** Opening Data for review block **

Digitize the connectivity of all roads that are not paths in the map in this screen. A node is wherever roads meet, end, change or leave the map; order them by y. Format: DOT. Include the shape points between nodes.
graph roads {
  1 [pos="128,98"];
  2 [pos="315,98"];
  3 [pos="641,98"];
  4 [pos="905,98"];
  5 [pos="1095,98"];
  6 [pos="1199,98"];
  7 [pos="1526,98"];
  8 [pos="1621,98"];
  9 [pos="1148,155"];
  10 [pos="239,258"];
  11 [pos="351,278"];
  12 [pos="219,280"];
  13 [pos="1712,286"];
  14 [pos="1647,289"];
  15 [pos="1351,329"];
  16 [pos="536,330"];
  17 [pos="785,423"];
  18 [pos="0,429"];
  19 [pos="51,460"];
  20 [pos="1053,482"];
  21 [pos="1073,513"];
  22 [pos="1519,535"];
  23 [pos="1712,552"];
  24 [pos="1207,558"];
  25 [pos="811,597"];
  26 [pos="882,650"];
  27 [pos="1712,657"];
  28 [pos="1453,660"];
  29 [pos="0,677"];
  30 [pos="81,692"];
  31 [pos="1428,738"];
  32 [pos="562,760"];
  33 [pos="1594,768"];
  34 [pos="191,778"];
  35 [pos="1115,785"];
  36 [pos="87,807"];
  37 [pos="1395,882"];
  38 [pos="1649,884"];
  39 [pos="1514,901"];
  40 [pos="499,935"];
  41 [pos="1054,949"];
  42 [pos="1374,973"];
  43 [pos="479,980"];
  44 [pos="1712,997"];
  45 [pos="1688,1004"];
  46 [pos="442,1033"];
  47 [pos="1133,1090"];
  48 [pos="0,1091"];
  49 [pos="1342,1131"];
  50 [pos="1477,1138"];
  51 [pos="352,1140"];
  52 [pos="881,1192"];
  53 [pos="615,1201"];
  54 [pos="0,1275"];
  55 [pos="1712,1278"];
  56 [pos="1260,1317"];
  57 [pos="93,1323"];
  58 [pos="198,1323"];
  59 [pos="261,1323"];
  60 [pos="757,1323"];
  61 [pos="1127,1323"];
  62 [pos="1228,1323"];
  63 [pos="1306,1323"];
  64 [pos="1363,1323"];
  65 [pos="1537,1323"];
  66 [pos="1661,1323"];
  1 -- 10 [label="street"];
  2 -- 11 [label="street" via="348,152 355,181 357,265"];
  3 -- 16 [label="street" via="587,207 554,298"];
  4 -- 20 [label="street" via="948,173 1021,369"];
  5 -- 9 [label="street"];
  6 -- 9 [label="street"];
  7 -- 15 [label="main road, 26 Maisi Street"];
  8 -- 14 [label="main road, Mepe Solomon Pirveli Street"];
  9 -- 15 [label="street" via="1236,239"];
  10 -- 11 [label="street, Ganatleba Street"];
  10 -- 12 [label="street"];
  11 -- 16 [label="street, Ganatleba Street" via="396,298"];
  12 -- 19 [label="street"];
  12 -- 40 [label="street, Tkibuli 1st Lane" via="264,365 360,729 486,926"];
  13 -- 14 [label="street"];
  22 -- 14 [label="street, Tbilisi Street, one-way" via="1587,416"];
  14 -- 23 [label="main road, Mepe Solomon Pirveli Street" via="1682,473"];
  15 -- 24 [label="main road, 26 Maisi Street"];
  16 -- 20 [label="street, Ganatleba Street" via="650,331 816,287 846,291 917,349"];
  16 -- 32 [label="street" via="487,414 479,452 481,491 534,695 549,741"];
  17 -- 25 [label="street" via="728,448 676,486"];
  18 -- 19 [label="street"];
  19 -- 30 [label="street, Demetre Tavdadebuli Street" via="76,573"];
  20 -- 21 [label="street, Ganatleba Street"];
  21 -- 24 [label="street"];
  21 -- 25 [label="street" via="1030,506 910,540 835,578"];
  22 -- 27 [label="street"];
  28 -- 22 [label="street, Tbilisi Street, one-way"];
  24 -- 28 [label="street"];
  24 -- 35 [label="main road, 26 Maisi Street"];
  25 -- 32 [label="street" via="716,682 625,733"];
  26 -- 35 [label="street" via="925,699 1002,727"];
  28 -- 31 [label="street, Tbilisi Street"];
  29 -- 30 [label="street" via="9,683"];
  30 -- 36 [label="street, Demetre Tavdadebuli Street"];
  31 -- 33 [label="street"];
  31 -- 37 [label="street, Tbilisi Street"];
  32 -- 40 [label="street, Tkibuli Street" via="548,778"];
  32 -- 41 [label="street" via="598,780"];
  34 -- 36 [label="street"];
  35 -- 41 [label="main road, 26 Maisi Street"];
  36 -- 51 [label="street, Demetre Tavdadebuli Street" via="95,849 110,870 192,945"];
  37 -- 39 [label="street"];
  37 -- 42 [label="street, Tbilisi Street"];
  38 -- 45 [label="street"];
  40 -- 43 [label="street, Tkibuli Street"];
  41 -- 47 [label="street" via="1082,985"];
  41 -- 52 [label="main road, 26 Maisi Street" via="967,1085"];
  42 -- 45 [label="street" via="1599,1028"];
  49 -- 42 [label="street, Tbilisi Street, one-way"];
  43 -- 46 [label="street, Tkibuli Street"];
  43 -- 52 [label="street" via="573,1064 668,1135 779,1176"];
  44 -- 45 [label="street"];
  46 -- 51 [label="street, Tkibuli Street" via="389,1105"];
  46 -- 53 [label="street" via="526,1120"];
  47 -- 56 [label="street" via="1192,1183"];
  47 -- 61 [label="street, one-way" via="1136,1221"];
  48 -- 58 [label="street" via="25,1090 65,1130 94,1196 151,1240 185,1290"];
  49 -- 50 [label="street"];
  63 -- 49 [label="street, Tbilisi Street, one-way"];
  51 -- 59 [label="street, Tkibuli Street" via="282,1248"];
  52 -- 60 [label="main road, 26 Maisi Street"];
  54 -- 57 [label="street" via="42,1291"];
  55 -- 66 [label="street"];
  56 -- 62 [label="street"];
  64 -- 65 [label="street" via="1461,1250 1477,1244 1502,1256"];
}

** Closing Data for review block **

To do: If a line in the records above includes the string "Pirveli", copy it.

Solution to this exercise:
  8 -- 14 [label="main road, Mepe Solomon Pirveli Street"];
  14 -- 23 [label="main road, Mepe Solomon Pirveli Street" via="1682,473"];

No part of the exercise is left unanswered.